RE: Coloured diacritics (Was: Transcoding Tamil in the presence of markup)

From: Philippe Verdy (verdy_p@wanadoo.fr)
Date: Tue Dec 09 2003 - 08:17:05 EST

  • Next message: jcowan@reutershealth.com: "Re: Coloured diacritics (Was: Transcoding Tamil in the presence of markup)"

    > -----Message d'origine-----
    > De : Peter Kirk [mailto:peterkirk@qaya.org]
    > Envoye : mardi 9 decembre 2003 13:17
    > A : verdy_p@wanadoo.fr
    > Cc : Unicode@Unicode.Org
    > Objet : Re: Coloured diacritics (Was: Transcoding Tamil in the presence
    > of markup)
    >
    >
    > On 09/12/2003 03:41, Philippe Verdy wrote:
    >
    > >Peter Kirk writes:
    > >
    > >
    > >>Philippe, you have now stated this (several times). But just a day
    > >>earlier you yourself stated that the rule forbidding combining marks at
    > >>the start of a string would never be relaxed because it is fundamental
    > >>to the XML containment model. You don't usually contradict yourself
    > >>quite so obviously.
    > >>
    > >>
    > >
    > >I don't know how you interpreted what I may have said a few days before.
    > >I have certainly not said that XML forbids combining marks at the start
    > >of XML, just that W3C does not _recommand_ it as well as any other
    > >defective combining sequences, as they are known to cause problems
    > >(for example when it's difficult to track the effective text file type)
    > >
    > >
    > So, let's get this clear. Within an XML or HTML document, if I want an e
    > with a red acute accent on it, it is quite permissible to write:
    >
    > e<span class="red-text">{U+0301}</span>
    >
    > where {U+0301} is replaced by the actual Unicode character, and
    > "red-text" is defined in the stylesheet. So it is not a problem that
    > there is a defective combining sequence, nor that the accent is not
    > combined with the e as it would be in NFC. Is that correct?

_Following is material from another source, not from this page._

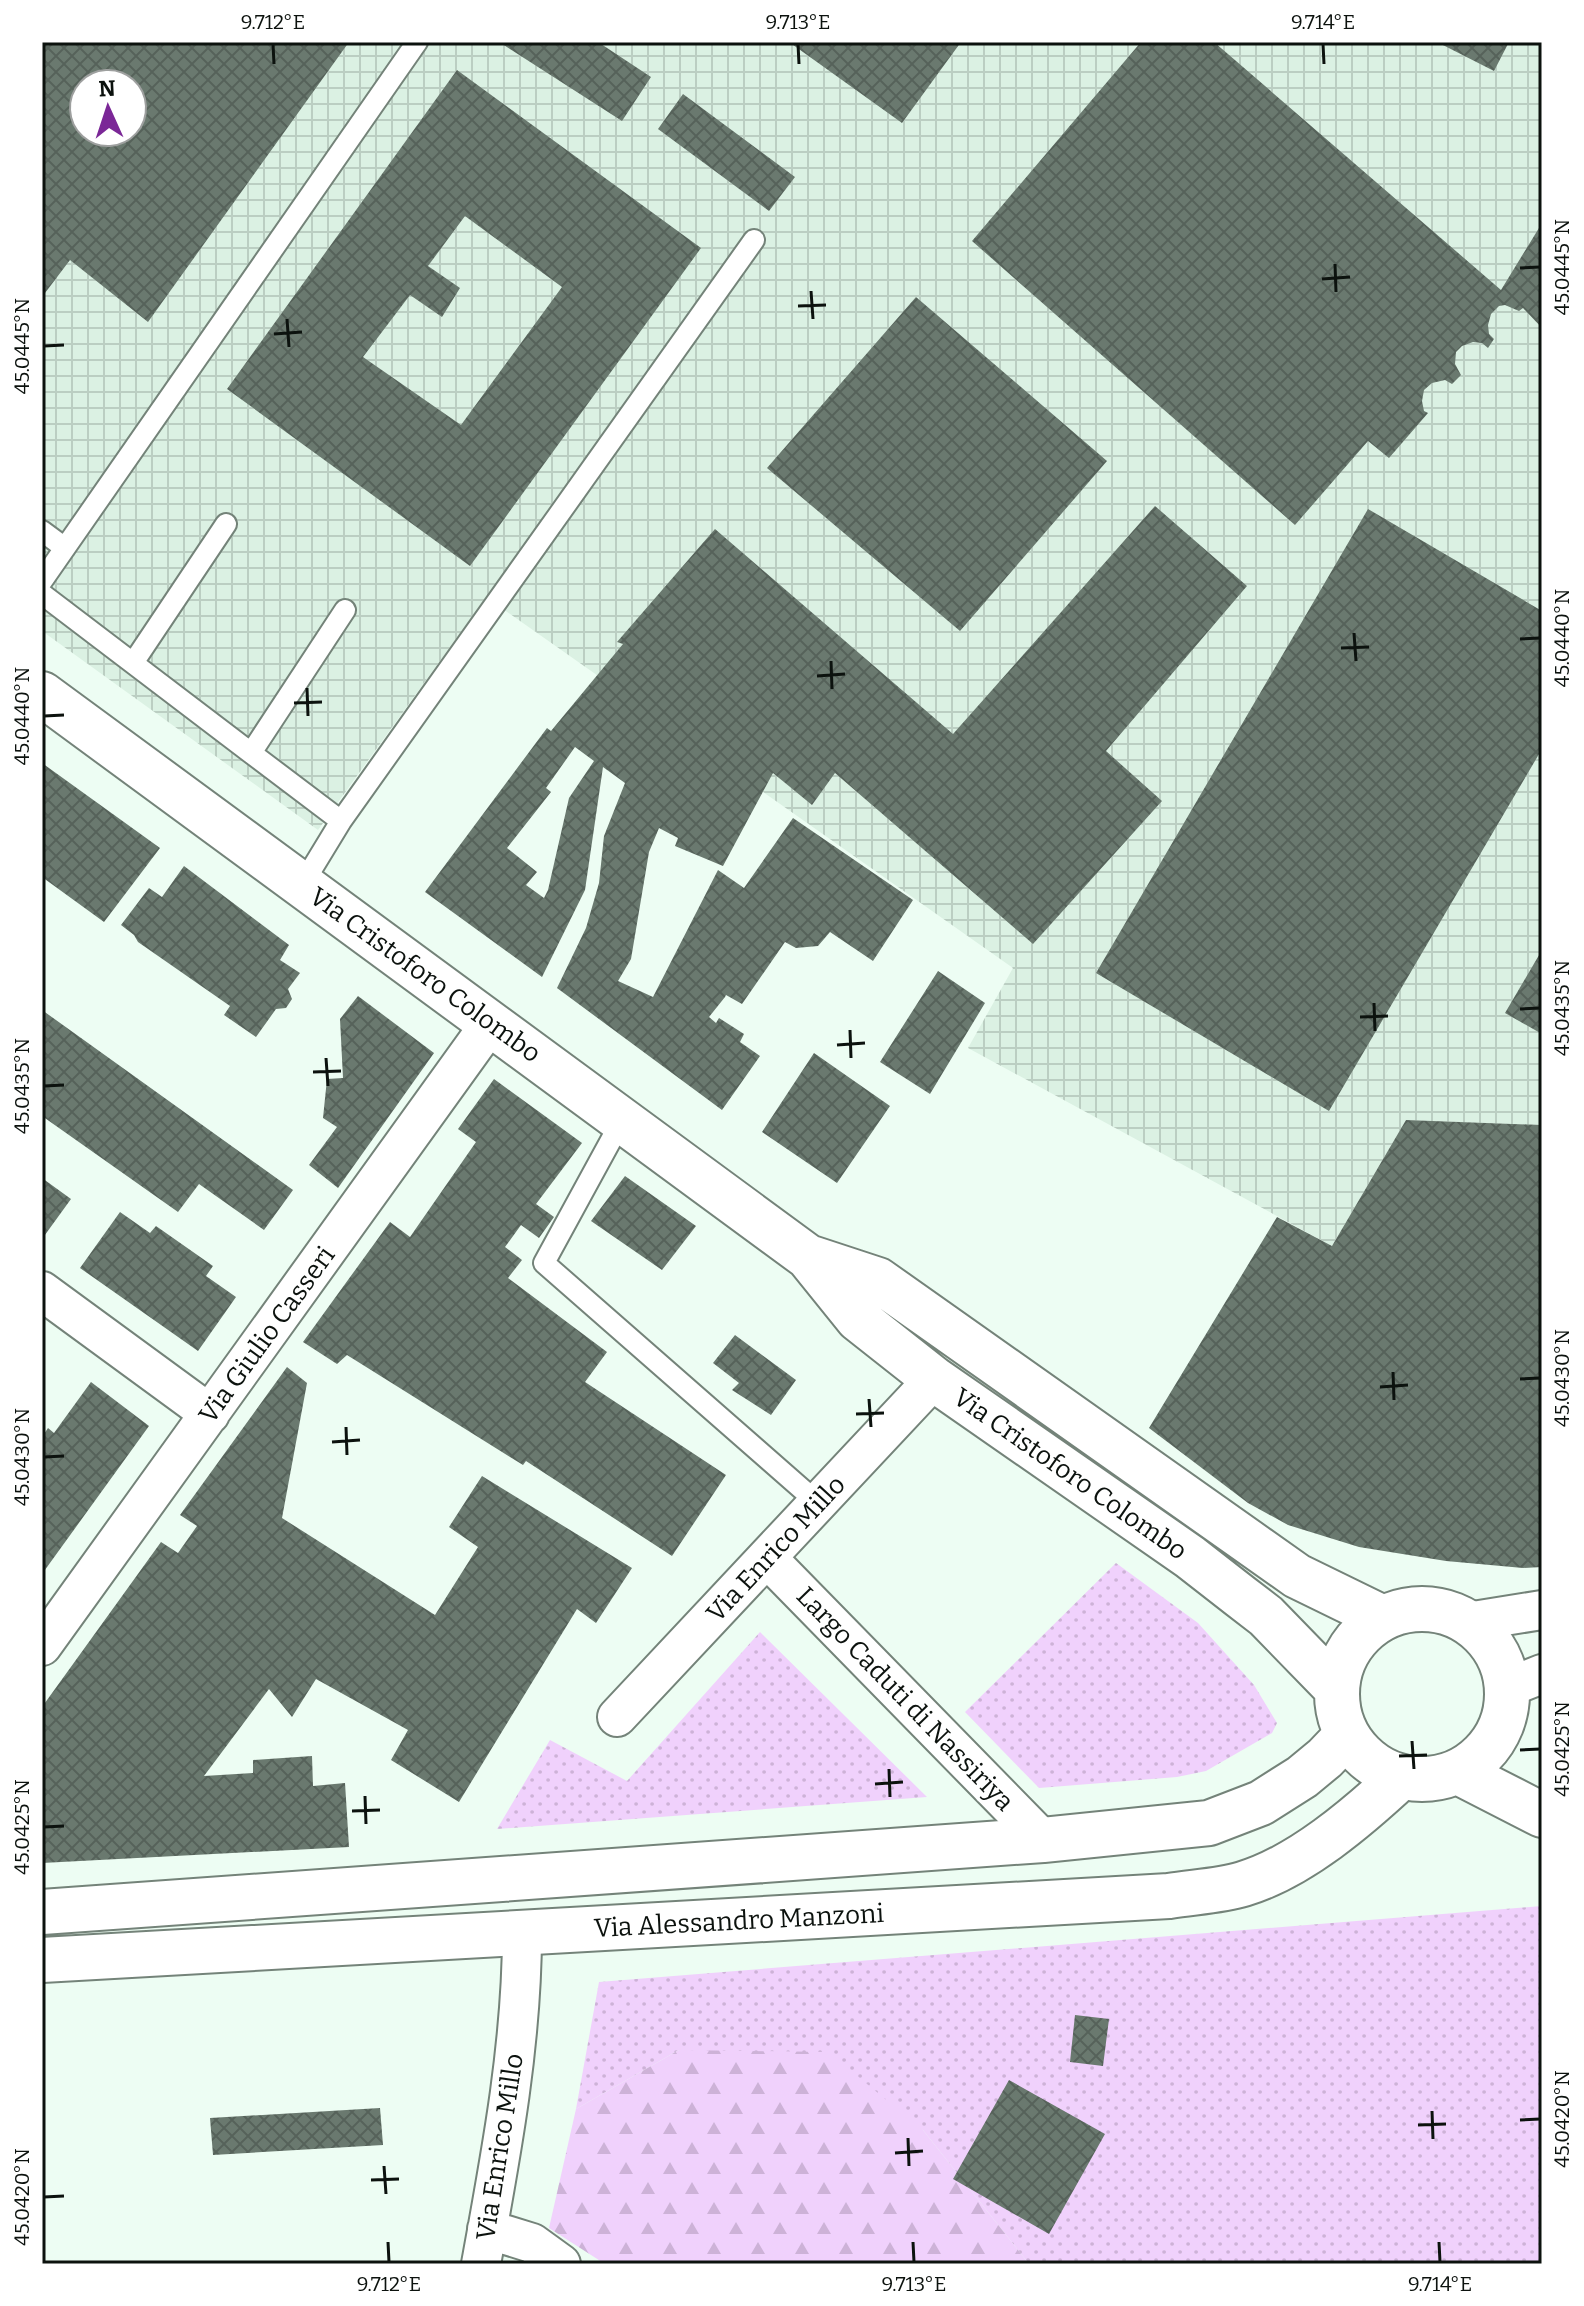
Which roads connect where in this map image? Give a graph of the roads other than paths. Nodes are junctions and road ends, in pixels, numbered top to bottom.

    That's right: the text element within <span> just contains the string with
    the isolated diacritic, it is already in NFC form despite it is defective.
    And it must not be parsed by creating a combining sequence that includes
    the ">" terminating the <span> tag (interpretation of combining sequences
    is only valid within plain-text, and thus excludes syntactic characters
    used in XML.

    Note that this is not specific to XML. Any "text/*" format that is not
    plain text (notably programming source files, shell scripts, HTML files,
    stylesheets, and JavaScript files) should be handled this way, where
    the syntax of the language governs the rules for parsing it, before
    even trying to use Unicode definitions on parsed tokens used in that
    programming language.

    So normalization should never be performed on whole files that are not
    explicitly of file type "text/plain" (either with an explicit meta-data
    such as MIME headers during transmissions, or locally with OS-specific
    conventions on file extension such as ".txt")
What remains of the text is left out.